Work task: From the entries below, return only the lines starting at the one that contains "middle pip: (370, 108)" and ending at the one that contains "pinky tip: (376, 139)", exactly as they stand.

Entries shown:
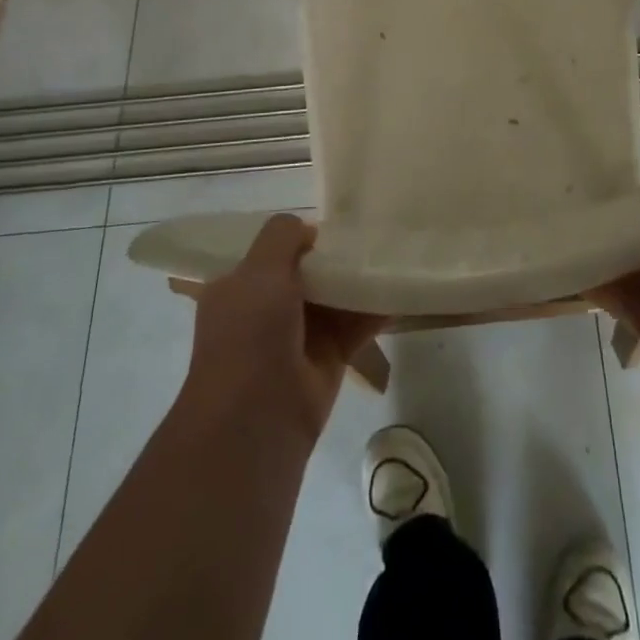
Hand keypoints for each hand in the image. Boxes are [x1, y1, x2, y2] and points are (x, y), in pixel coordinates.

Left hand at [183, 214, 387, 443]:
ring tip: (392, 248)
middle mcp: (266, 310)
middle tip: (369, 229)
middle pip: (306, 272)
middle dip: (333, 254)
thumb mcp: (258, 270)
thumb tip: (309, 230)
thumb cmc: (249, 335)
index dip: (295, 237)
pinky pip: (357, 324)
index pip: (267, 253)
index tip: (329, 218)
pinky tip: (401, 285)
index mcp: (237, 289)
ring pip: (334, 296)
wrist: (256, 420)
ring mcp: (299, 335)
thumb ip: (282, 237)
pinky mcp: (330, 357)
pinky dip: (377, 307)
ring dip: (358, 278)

---

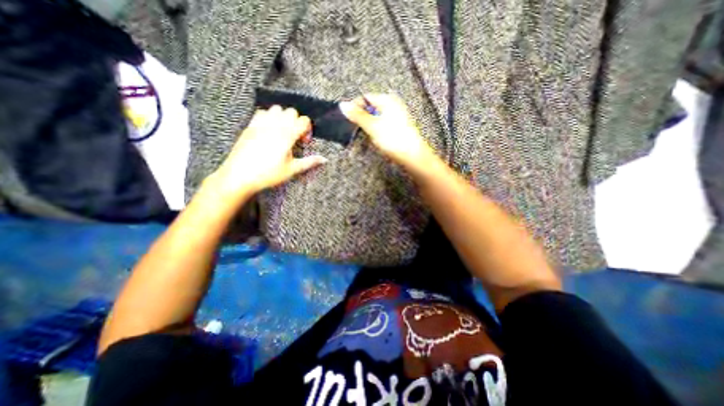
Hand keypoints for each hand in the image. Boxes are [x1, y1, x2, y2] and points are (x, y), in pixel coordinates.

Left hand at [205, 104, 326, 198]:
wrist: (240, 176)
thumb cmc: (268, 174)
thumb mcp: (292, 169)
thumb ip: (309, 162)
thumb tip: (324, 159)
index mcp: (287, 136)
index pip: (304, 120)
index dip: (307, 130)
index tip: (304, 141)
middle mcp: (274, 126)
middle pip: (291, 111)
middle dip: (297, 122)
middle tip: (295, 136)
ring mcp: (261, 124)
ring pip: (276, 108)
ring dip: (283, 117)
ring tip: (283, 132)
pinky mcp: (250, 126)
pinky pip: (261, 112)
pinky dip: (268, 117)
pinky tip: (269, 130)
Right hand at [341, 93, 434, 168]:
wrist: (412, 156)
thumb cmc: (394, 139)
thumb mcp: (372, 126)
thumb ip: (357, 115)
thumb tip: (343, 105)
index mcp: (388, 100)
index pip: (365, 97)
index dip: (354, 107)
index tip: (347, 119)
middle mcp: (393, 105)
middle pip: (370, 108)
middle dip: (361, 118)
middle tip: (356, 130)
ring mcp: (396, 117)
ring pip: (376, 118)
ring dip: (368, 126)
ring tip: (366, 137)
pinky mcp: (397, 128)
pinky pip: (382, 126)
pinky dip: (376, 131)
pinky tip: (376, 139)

Solution to this task:
middle pip: (370, 108)
middle dip: (361, 118)
middle tip: (356, 130)
ring mcp: (396, 117)
ring pip: (376, 118)
ring dip: (368, 126)
ring tip: (366, 137)
pinky mcp: (397, 128)
pinky pip: (382, 126)
pinky dip: (376, 131)
pinky tip: (376, 139)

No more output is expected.